Tuesday, August 21, 2007

More on Dulles Rail

A report prepared for Federal Transit Administration says that Virginia must adjust the timetable and expenses for the first phase of the project.

According to today's Washington Post, the Commonwealth must cut at least $250 million off the price tag of the first leg of Metrorail service to Dulles International Airport to meet the Federal Transit Administration's cost-efficiency guidelines and qualify for crucial U.S. funding. The Post says that federal officials warned in a report released yesterday that the first phase of Dulles rail service -- from East Falls Church through Tysons Corner to Reston -- is late and over budget, saying it would now cost $2.83 billion and take about 15 months longer to complete than previously estimated.

The 23-mile rail line's first phase will extend to Wiehle Avenue in Reston and is expected to be completed by 2012. The second phase, which was not addressed in yesterday's report, would extend beyond the airport, with two stops in Loudoun County. The full project will cost more than $5 billion and is scheduled to be done by 2015.
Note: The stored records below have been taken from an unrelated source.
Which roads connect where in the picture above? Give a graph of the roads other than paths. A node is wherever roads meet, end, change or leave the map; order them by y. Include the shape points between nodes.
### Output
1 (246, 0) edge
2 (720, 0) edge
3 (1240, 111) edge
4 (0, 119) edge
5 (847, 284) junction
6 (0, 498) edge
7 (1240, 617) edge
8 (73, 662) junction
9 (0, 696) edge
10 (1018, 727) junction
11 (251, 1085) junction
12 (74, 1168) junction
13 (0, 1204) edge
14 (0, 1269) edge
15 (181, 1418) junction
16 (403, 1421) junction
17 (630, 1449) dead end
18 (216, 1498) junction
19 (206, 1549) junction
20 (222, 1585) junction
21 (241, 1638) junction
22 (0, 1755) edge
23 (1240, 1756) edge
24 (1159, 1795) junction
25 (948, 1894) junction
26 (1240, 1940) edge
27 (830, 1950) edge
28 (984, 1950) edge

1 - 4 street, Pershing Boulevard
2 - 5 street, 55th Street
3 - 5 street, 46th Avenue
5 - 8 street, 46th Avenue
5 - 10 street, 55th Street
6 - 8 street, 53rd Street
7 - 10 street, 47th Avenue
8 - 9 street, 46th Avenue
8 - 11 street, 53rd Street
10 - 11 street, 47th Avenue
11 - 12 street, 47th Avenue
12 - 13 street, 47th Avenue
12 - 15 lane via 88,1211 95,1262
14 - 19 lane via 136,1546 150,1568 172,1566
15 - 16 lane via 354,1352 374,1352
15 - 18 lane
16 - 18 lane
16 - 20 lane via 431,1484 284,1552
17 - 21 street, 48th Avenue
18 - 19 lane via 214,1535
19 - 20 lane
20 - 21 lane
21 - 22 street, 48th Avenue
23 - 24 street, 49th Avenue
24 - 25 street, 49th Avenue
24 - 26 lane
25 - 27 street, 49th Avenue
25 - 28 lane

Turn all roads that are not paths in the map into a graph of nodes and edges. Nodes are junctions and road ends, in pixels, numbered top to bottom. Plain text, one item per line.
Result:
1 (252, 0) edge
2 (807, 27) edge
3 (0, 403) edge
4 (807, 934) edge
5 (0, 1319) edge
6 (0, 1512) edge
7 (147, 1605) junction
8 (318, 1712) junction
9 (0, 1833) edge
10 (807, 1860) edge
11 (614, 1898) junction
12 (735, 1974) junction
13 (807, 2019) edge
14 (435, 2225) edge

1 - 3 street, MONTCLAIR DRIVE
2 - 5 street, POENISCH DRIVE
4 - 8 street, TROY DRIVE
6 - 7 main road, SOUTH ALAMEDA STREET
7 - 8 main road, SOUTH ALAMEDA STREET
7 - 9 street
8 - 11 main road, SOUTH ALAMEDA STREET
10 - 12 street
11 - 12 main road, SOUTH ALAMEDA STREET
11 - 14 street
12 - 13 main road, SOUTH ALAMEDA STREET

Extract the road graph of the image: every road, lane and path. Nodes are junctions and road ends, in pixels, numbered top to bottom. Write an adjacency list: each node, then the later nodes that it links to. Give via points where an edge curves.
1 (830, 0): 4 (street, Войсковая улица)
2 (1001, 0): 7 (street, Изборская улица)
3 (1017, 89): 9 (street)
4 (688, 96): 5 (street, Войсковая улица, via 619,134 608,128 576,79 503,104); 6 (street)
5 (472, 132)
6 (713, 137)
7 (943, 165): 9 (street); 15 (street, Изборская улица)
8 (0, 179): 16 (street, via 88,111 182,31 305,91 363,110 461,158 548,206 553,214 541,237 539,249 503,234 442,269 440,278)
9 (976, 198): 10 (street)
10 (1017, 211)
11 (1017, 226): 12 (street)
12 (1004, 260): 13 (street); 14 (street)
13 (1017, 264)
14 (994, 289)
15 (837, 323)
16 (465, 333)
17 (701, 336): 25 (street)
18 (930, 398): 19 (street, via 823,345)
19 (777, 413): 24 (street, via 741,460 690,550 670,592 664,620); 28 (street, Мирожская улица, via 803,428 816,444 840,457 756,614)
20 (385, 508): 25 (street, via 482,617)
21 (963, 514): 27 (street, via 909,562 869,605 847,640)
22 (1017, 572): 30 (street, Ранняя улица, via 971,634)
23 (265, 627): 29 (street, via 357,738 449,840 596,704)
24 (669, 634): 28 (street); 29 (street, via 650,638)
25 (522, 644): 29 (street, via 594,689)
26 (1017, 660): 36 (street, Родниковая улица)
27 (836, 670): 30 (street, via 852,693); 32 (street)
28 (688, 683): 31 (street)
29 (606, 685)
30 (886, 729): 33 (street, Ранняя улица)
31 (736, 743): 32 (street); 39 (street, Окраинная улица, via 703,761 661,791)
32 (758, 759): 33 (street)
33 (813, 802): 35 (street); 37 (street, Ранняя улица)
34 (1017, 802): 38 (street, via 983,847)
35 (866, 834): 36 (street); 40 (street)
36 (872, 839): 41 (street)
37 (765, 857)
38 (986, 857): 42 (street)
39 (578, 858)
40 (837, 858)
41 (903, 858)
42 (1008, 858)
The Washington Examiner says that Monday's report, prepared by Hill International Inc., is one of two independent reviews that will play heavily into whether the FTA agrees to grant $900 million to the project. The document comes on the heels of a highly critical audit from the U.S. Department of Transportation?s inspector general, who attacked Dulles Rail's repeated timeline slippage and cost escalation.

"We appreciate the complexities of the cost-effective measurements that are required by federal law," the Metropolitan Washington Airports Authority, which is managing the project, said in a statement. "We fully intend to achieve the cost adjustments to make the project eligible for FTA funding."

The Times Community newspaper meanwhile reports that "if the revised figures in any way affect potential ridership or benefits of use to riders, the FTA warned that the project's standing may suffer as a result." The paper also quotes FTA spokesman Wes Irvin. "Anything you take out like that may force us to re-evaluate user benefits." Savings found by reducing the number of rail cars serving the new line, for example, would affect ridership, and therefore would degrade the cost-effectiveness rating.